## Aim of the task
The records below are to be restated word for word, with their images omitted.

## Dataset excerpts
* * *

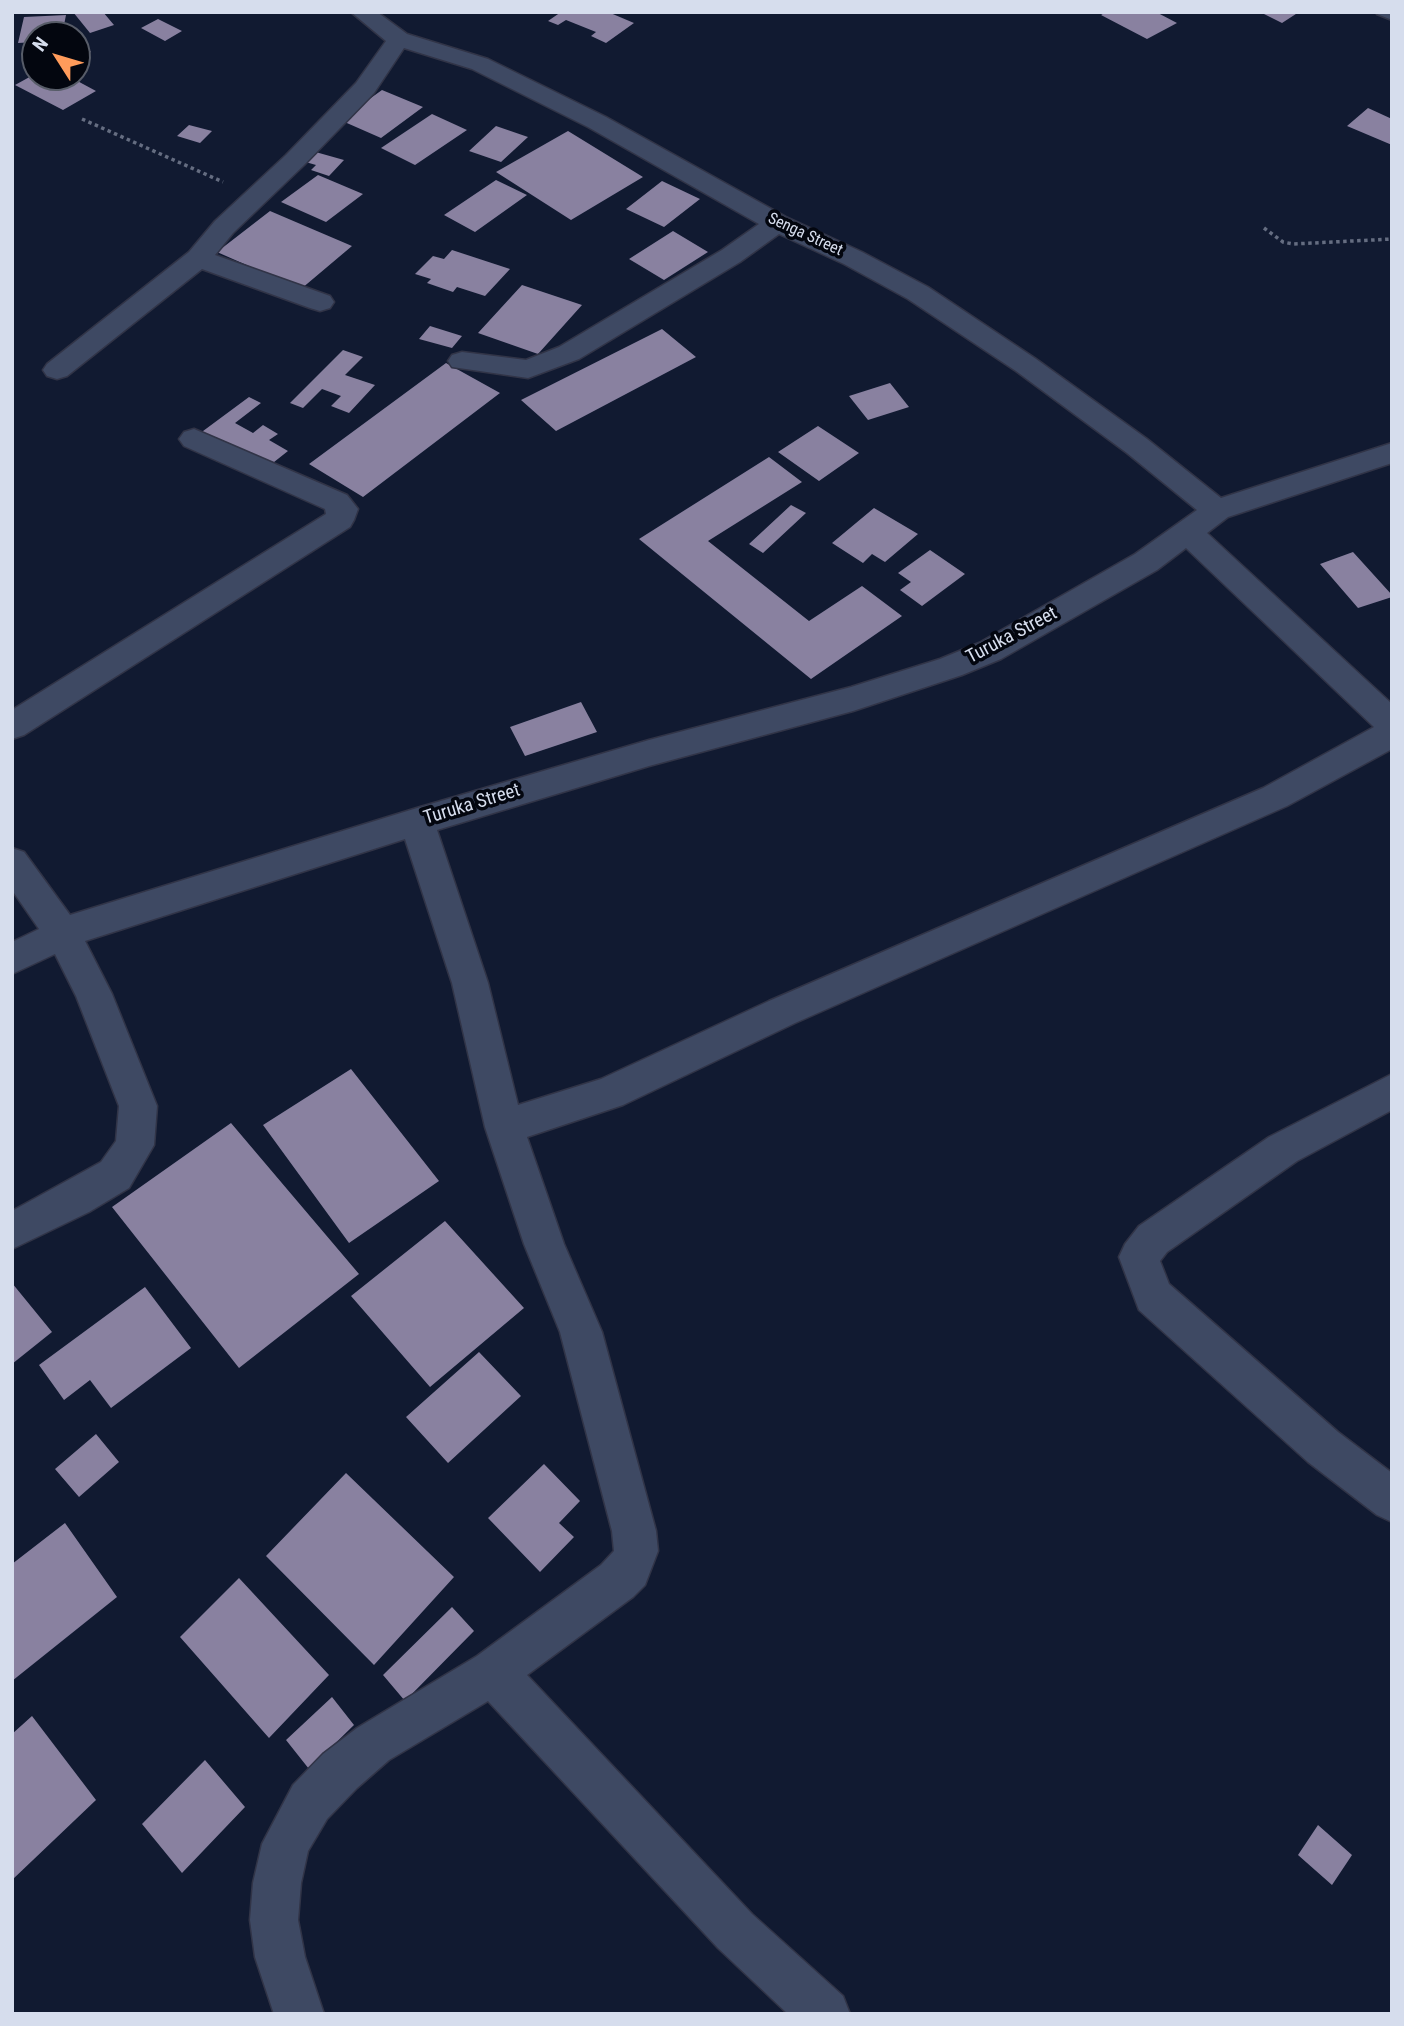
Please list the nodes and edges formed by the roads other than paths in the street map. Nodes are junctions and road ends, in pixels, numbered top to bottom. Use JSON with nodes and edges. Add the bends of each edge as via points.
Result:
{"nodes":[{"id":1,"x":362,"y":12,"type":"edge"},
{"id":2,"x":1381,"y":12,"type":"edge"},
{"id":3,"x":1392,"y":17,"type":"edge"},
{"id":4,"x":399,"y":38,"type":"junction"},
{"id":5,"x":777,"y":223,"type":"junction"},
{"id":6,"x":198,"y":258,"type":"junction"},
{"id":7,"x":320,"y":302,"type":"dead end"},
{"id":8,"x":462,"y":360,"type":"dead end"},
{"id":9,"x":57,"y":370,"type":"dead end"},
{"id":10,"x":194,"y":439,"type":"dead end"},
{"id":11,"x":1392,"y":453,"type":"edge"},
{"id":12,"x":1217,"y":510,"type":"junction"},
{"id":13,"x":1187,"y":532,"type":"junction"},
{"id":14,"x":1392,"y":724,"type":"edge"},
{"id":15,"x":12,"y":726,"type":"edge"},
{"id":16,"x":1392,"y":733,"type":"edge"},
{"id":17,"x":417,"y":822,"type":"junction"},
{"id":18,"x":12,"y":862,"type":"edge"},
{"id":19,"x":63,"y":934,"type":"junction"},
{"id":20,"x":12,"y":959,"type":"edge"},
{"id":21,"x":1392,"y":1091,"type":"edge"},
{"id":22,"x":504,"y":1127,"type":"junction"},
{"id":23,"x":12,"y":1231,"type":"edge"},
{"id":24,"x":1392,"y":1500,"type":"edge"},
{"id":25,"x":494,"y":1672,"type":"junction"},
{"id":26,"x":299,"y":2014,"type":"edge"},
{"id":27,"x":825,"y":2014,"type":"edge"}],
"edges":[{"from":1,"to":4,"type":"street","name":"Senga Street"},
{"from":2,"to":3,"type":"lane"},
{"from":4,"to":5,"type":"street","name":"Senga Street","via":[[480,64],[597,122]]},
{"from":4,"to":6,"type":"street","via":[[365,88]]},
{"from":5,"to":8,"type":"street","via":[[731,256],[569,353],[528,369]]},
{"from":5,"to":12,"type":"street","name":"Senga Street","via":[[918,293],[1137,446]]},
{"from":6,"to":7,"type":"street"},
{"from":6,"to":9,"type":"street"},
{"from":10,"to":15,"type":"street","via":[[336,502],[343,509],[339,520]]},
{"from":11,"to":12,"type":"street","name":"Turuka Street"},
{"from":12,"to":13,"type":"street","name":"Turuka Street"},
{"from":13,"to":14,"type":"street"},
{"from":13,"to":17,"type":"street","name":"Turuka Street","via":[[1146,562],[990,651],[951,667]]},
{"from":16,"to":22,"type":"street","via":[[1275,797],[782,1012],[610,1093]]},
{"from":17,"to":19,"type":"street","name":"Turuka Street"},
{"from":17,"to":22,"type":"street","via":[[470,983]]},
{"from":18,"to":19,"type":"street"},
{"from":19,"to":20,"type":"street","name":"Turuka Street"},
{"from":19,"to":23,"type":"street","via":[[94,994],[138,1106],[135,1145],[115,1175]]},
{"from":21,"to":24,"type":"street","via":[[1283,1149],[1153,1239],[1139,1257],[1153,1296],[1323,1447]]},
{"from":22,"to":25,"type":"street","via":[[544,1244],[581,1332],[636,1551],[629,1569],[617,1581]]},
{"from":25,"to":26,"type":"street","via":[[373,1744],[340,1771],[310,1802],[286,1844],[274,1920],[280,1958]]},
{"from":25,"to":27,"type":"street","via":[[735,1931]]}]}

* * *

## Expected answer
Please list the nodes and edges formed by the roads other than paths in the street map. Nodes are junctions and road ends, in pixels, numbered top to bottom. Use JSON with nodes and edges. Add the bends of each edge as via points.
Result:
{"nodes":[{"id":1,"x":362,"y":12,"type":"edge"},
{"id":2,"x":1381,"y":12,"type":"edge"},
{"id":3,"x":1392,"y":17,"type":"edge"},
{"id":4,"x":399,"y":38,"type":"junction"},
{"id":5,"x":777,"y":223,"type":"junction"},
{"id":6,"x":198,"y":258,"type":"junction"},
{"id":7,"x":320,"y":302,"type":"dead end"},
{"id":8,"x":462,"y":360,"type":"dead end"},
{"id":9,"x":57,"y":370,"type":"dead end"},
{"id":10,"x":194,"y":439,"type":"dead end"},
{"id":11,"x":1392,"y":453,"type":"edge"},
{"id":12,"x":1217,"y":510,"type":"junction"},
{"id":13,"x":1187,"y":532,"type":"junction"},
{"id":14,"x":1392,"y":724,"type":"edge"},
{"id":15,"x":12,"y":726,"type":"edge"},
{"id":16,"x":1392,"y":733,"type":"edge"},
{"id":17,"x":417,"y":822,"type":"junction"},
{"id":18,"x":12,"y":862,"type":"edge"},
{"id":19,"x":63,"y":934,"type":"junction"},
{"id":20,"x":12,"y":959,"type":"edge"},
{"id":21,"x":1392,"y":1091,"type":"edge"},
{"id":22,"x":504,"y":1127,"type":"junction"},
{"id":23,"x":12,"y":1231,"type":"edge"},
{"id":24,"x":1392,"y":1500,"type":"edge"},
{"id":25,"x":494,"y":1672,"type":"junction"},
{"id":26,"x":299,"y":2014,"type":"edge"},
{"id":27,"x":825,"y":2014,"type":"edge"}],
"edges":[{"from":1,"to":4,"type":"street","name":"Senga Street"},
{"from":2,"to":3,"type":"lane"},
{"from":4,"to":5,"type":"street","name":"Senga Street","via":[[480,64],[597,122]]},
{"from":4,"to":6,"type":"street","via":[[365,88]]},
{"from":5,"to":8,"type":"street","via":[[731,256],[569,353],[528,369]]},
{"from":5,"to":12,"type":"street","name":"Senga Street","via":[[918,293],[1137,446]]},
{"from":6,"to":7,"type":"street"},
{"from":6,"to":9,"type":"street"},
{"from":10,"to":15,"type":"street","via":[[336,502],[343,509],[339,520]]},
{"from":11,"to":12,"type":"street","name":"Turuka Street"},
{"from":12,"to":13,"type":"street","name":"Turuka Street"},
{"from":13,"to":14,"type":"street"},
{"from":13,"to":17,"type":"street","name":"Turuka Street","via":[[1146,562],[990,651],[951,667]]},
{"from":16,"to":22,"type":"street","via":[[1275,797],[782,1012],[610,1093]]},
{"from":17,"to":19,"type":"street","name":"Turuka Street"},
{"from":17,"to":22,"type":"street","via":[[470,983]]},
{"from":18,"to":19,"type":"street"},
{"from":19,"to":20,"type":"street","name":"Turuka Street"},
{"from":19,"to":23,"type":"street","via":[[94,994],[138,1106],[135,1145],[115,1175]]},
{"from":21,"to":24,"type":"street","via":[[1283,1149],[1153,1239],[1139,1257],[1153,1296],[1323,1447]]},
{"from":22,"to":25,"type":"street","via":[[544,1244],[581,1332],[636,1551],[629,1569],[617,1581]]},
{"from":25,"to":26,"type":"street","via":[[373,1744],[340,1771],[310,1802],[286,1844],[274,1920],[280,1958]]},
{"from":25,"to":27,"type":"street","via":[[735,1931]]}]}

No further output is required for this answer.